Exercise requirements: Each of the lines below must be retyped character for character.
Data supplied Start Marker
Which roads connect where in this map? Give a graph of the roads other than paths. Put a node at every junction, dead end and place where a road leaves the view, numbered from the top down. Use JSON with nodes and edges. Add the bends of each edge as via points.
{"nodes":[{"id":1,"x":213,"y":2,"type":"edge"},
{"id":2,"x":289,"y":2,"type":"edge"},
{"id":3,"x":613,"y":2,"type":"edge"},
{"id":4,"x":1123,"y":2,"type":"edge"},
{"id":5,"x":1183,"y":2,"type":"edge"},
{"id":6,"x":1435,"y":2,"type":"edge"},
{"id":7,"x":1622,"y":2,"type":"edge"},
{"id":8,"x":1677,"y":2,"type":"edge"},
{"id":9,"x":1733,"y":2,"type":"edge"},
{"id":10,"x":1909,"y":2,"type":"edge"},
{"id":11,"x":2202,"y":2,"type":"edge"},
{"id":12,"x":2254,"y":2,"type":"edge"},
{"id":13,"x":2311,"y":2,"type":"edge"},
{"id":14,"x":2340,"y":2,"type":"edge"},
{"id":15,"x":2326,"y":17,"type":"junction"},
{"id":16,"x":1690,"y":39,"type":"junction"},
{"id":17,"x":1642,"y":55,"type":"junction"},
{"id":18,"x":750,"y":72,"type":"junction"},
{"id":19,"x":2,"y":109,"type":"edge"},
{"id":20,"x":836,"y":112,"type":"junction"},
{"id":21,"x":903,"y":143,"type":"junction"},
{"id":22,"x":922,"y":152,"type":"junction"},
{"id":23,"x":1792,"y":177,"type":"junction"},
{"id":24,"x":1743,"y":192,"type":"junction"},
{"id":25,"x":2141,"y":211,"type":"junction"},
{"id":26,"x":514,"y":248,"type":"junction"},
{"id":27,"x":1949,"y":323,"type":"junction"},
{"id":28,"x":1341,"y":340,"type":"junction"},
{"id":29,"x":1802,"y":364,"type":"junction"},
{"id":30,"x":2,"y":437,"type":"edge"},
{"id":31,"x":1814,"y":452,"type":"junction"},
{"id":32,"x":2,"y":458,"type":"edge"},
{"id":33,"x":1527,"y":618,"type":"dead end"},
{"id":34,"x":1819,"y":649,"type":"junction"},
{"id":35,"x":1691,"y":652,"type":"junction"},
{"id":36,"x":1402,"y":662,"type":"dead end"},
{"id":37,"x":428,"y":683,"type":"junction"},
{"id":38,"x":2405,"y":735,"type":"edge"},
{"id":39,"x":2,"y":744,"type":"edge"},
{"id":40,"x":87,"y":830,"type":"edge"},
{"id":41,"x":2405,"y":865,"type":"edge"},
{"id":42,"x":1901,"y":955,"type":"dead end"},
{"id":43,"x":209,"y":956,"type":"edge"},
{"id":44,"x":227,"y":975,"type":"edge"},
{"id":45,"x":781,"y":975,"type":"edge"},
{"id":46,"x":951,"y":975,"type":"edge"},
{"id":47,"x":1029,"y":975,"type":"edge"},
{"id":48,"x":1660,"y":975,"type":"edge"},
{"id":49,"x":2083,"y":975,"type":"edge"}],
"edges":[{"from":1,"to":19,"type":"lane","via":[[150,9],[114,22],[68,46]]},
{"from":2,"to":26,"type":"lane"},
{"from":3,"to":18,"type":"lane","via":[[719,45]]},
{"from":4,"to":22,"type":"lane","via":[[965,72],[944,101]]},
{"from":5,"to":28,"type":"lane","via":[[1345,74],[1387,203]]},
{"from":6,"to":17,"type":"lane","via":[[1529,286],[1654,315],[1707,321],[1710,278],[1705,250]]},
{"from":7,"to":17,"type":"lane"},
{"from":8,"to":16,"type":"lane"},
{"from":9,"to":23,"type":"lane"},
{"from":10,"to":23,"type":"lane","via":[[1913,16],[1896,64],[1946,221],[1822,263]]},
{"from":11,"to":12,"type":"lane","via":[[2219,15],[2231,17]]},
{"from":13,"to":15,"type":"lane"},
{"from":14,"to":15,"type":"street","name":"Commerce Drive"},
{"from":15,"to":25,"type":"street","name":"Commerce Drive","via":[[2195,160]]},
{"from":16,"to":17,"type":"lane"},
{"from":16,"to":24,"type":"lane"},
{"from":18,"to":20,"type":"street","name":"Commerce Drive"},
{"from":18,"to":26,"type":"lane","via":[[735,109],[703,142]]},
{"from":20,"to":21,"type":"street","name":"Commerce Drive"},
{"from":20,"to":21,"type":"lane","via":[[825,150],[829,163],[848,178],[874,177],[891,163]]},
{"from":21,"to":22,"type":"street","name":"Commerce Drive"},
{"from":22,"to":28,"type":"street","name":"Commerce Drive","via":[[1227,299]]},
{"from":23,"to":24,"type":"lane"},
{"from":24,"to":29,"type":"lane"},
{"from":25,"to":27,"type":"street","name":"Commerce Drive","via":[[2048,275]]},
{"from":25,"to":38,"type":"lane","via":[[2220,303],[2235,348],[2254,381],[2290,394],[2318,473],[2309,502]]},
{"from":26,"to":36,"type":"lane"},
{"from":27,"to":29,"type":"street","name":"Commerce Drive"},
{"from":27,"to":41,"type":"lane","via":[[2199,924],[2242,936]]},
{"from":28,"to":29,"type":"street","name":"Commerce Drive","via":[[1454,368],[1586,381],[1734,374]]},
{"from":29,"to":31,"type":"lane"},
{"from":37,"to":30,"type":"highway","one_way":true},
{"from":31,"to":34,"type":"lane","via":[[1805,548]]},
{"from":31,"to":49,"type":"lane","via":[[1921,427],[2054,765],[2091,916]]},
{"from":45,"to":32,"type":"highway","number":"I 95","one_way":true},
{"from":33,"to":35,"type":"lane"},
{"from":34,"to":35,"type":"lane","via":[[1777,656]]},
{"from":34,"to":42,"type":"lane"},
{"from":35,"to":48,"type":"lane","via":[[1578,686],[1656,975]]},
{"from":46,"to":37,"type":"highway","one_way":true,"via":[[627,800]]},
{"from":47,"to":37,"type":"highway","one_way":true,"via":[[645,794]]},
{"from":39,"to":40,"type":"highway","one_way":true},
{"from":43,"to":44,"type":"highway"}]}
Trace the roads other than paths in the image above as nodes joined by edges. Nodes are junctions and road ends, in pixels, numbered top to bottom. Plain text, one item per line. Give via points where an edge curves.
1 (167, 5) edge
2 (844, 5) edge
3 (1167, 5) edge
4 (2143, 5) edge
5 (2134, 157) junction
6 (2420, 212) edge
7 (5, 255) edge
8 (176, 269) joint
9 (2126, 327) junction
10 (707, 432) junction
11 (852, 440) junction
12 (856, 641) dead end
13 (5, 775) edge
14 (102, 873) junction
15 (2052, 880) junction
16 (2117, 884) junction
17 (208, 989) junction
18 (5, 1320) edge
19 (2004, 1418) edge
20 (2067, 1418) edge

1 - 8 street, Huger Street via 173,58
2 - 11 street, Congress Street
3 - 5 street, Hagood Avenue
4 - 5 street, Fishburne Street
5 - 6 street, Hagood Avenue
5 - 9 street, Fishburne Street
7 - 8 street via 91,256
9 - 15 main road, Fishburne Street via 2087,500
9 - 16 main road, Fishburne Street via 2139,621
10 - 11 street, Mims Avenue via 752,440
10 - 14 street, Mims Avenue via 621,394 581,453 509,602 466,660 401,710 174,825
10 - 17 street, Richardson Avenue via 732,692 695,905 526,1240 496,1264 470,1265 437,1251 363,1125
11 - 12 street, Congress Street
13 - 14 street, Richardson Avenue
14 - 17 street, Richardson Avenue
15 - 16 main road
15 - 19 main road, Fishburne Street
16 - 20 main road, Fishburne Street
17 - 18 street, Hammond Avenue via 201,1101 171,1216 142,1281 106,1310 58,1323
Data supplied End Marker
Task answer:
Which roads connect where in this map? Give a graph of the roads other than paths. Put a node at every junction, dead end and place where a road leaves the view, numbered from the top down. Use JSON with nodes and edges. Add the bends of each edge as via points.
{"nodes":[{"id":1,"x":213,"y":2,"type":"edge"},
{"id":2,"x":289,"y":2,"type":"edge"},
{"id":3,"x":613,"y":2,"type":"edge"},
{"id":4,"x":1123,"y":2,"type":"edge"},
{"id":5,"x":1183,"y":2,"type":"edge"},
{"id":6,"x":1435,"y":2,"type":"edge"},
{"id":7,"x":1622,"y":2,"type":"edge"},
{"id":8,"x":1677,"y":2,"type":"edge"},
{"id":9,"x":1733,"y":2,"type":"edge"},
{"id":10,"x":1909,"y":2,"type":"edge"},
{"id":11,"x":2202,"y":2,"type":"edge"},
{"id":12,"x":2254,"y":2,"type":"edge"},
{"id":13,"x":2311,"y":2,"type":"edge"},
{"id":14,"x":2340,"y":2,"type":"edge"},
{"id":15,"x":2326,"y":17,"type":"junction"},
{"id":16,"x":1690,"y":39,"type":"junction"},
{"id":17,"x":1642,"y":55,"type":"junction"},
{"id":18,"x":750,"y":72,"type":"junction"},
{"id":19,"x":2,"y":109,"type":"edge"},
{"id":20,"x":836,"y":112,"type":"junction"},
{"id":21,"x":903,"y":143,"type":"junction"},
{"id":22,"x":922,"y":152,"type":"junction"},
{"id":23,"x":1792,"y":177,"type":"junction"},
{"id":24,"x":1743,"y":192,"type":"junction"},
{"id":25,"x":2141,"y":211,"type":"junction"},
{"id":26,"x":514,"y":248,"type":"junction"},
{"id":27,"x":1949,"y":323,"type":"junction"},
{"id":28,"x":1341,"y":340,"type":"junction"},
{"id":29,"x":1802,"y":364,"type":"junction"},
{"id":30,"x":2,"y":437,"type":"edge"},
{"id":31,"x":1814,"y":452,"type":"junction"},
{"id":32,"x":2,"y":458,"type":"edge"},
{"id":33,"x":1527,"y":618,"type":"dead end"},
{"id":34,"x":1819,"y":649,"type":"junction"},
{"id":35,"x":1691,"y":652,"type":"junction"},
{"id":36,"x":1402,"y":662,"type":"dead end"},
{"id":37,"x":428,"y":683,"type":"junction"},
{"id":38,"x":2405,"y":735,"type":"edge"},
{"id":39,"x":2,"y":744,"type":"edge"},
{"id":40,"x":87,"y":830,"type":"edge"},
{"id":41,"x":2405,"y":865,"type":"edge"},
{"id":42,"x":1901,"y":955,"type":"dead end"},
{"id":43,"x":209,"y":956,"type":"edge"},
{"id":44,"x":227,"y":975,"type":"edge"},
{"id":45,"x":781,"y":975,"type":"edge"},
{"id":46,"x":951,"y":975,"type":"edge"},
{"id":47,"x":1029,"y":975,"type":"edge"},
{"id":48,"x":1660,"y":975,"type":"edge"},
{"id":49,"x":2083,"y":975,"type":"edge"}],
"edges":[{"from":1,"to":19,"type":"lane","via":[[150,9],[114,22],[68,46]]},
{"from":2,"to":26,"type":"lane"},
{"from":3,"to":18,"type":"lane","via":[[719,45]]},
{"from":4,"to":22,"type":"lane","via":[[965,72],[944,101]]},
{"from":5,"to":28,"type":"lane","via":[[1345,74],[1387,203]]},
{"from":6,"to":17,"type":"lane","via":[[1529,286],[1654,315],[1707,321],[1710,278],[1705,250]]},
{"from":7,"to":17,"type":"lane"},
{"from":8,"to":16,"type":"lane"},
{"from":9,"to":23,"type":"lane"},
{"from":10,"to":23,"type":"lane","via":[[1913,16],[1896,64],[1946,221],[1822,263]]},
{"from":11,"to":12,"type":"lane","via":[[2219,15],[2231,17]]},
{"from":13,"to":15,"type":"lane"},
{"from":14,"to":15,"type":"street","name":"Commerce Drive"},
{"from":15,"to":25,"type":"street","name":"Commerce Drive","via":[[2195,160]]},
{"from":16,"to":17,"type":"lane"},
{"from":16,"to":24,"type":"lane"},
{"from":18,"to":20,"type":"street","name":"Commerce Drive"},
{"from":18,"to":26,"type":"lane","via":[[735,109],[703,142]]},
{"from":20,"to":21,"type":"street","name":"Commerce Drive"},
{"from":20,"to":21,"type":"lane","via":[[825,150],[829,163],[848,178],[874,177],[891,163]]},
{"from":21,"to":22,"type":"street","name":"Commerce Drive"},
{"from":22,"to":28,"type":"street","name":"Commerce Drive","via":[[1227,299]]},
{"from":23,"to":24,"type":"lane"},
{"from":24,"to":29,"type":"lane"},
{"from":25,"to":27,"type":"street","name":"Commerce Drive","via":[[2048,275]]},
{"from":25,"to":38,"type":"lane","via":[[2220,303],[2235,348],[2254,381],[2290,394],[2318,473],[2309,502]]},
{"from":26,"to":36,"type":"lane"},
{"from":27,"to":29,"type":"street","name":"Commerce Drive"},
{"from":27,"to":41,"type":"lane","via":[[2199,924],[2242,936]]},
{"from":28,"to":29,"type":"street","name":"Commerce Drive","via":[[1454,368],[1586,381],[1734,374]]},
{"from":29,"to":31,"type":"lane"},
{"from":37,"to":30,"type":"highway","one_way":true},
{"from":31,"to":34,"type":"lane","via":[[1805,548]]},
{"from":31,"to":49,"type":"lane","via":[[1921,427],[2054,765],[2091,916]]},
{"from":45,"to":32,"type":"highway","number":"I 95","one_way":true},
{"from":33,"to":35,"type":"lane"},
{"from":34,"to":35,"type":"lane","via":[[1777,656]]},
{"from":34,"to":42,"type":"lane"},
{"from":35,"to":48,"type":"lane","via":[[1578,686],[1656,975]]},
{"from":46,"to":37,"type":"highway","one_way":true,"via":[[627,800]]},
{"from":47,"to":37,"type":"highway","one_way":true,"via":[[645,794]]},
{"from":39,"to":40,"type":"highway","one_way":true},
{"from":43,"to":44,"type":"highway"}]}
Trace the roads other than paths in the image above as nodes joined by edges. Nodes are junctions and road ends, in pixels, numbered top to bottom. Plain text, one item per line. Give via points where an edge curves.
1 (167, 5) edge
2 (844, 5) edge
3 (1167, 5) edge
4 (2143, 5) edge
5 (2134, 157) junction
6 (2420, 212) edge
7 (5, 255) edge
8 (176, 269) joint
9 (2126, 327) junction
10 (707, 432) junction
11 (852, 440) junction
12 (856, 641) dead end
13 (5, 775) edge
14 (102, 873) junction
15 (2052, 880) junction
16 (2117, 884) junction
17 (208, 989) junction
18 (5, 1320) edge
19 (2004, 1418) edge
20 (2067, 1418) edge

1 - 8 street, Huger Street via 173,58
2 - 11 street, Congress Street
3 - 5 street, Hagood Avenue
4 - 5 street, Fishburne Street
5 - 6 street, Hagood Avenue
5 - 9 street, Fishburne Street
7 - 8 street via 91,256
9 - 15 main road, Fishburne Street via 2087,500
9 - 16 main road, Fishburne Street via 2139,621
10 - 11 street, Mims Avenue via 752,440
10 - 14 street, Mims Avenue via 621,394 581,453 509,602 466,660 401,710 174,825
10 - 17 street, Richardson Avenue via 732,692 695,905 526,1240 496,1264 470,1265 437,1251 363,1125
11 - 12 street, Congress Street
13 - 14 street, Richardson Avenue
14 - 17 street, Richardson Avenue
15 - 16 main road
15 - 19 main road, Fishburne Street
16 - 20 main road, Fishburne Street
17 - 18 street, Hammond Avenue via 201,1101 171,1216 142,1281 106,1310 58,1323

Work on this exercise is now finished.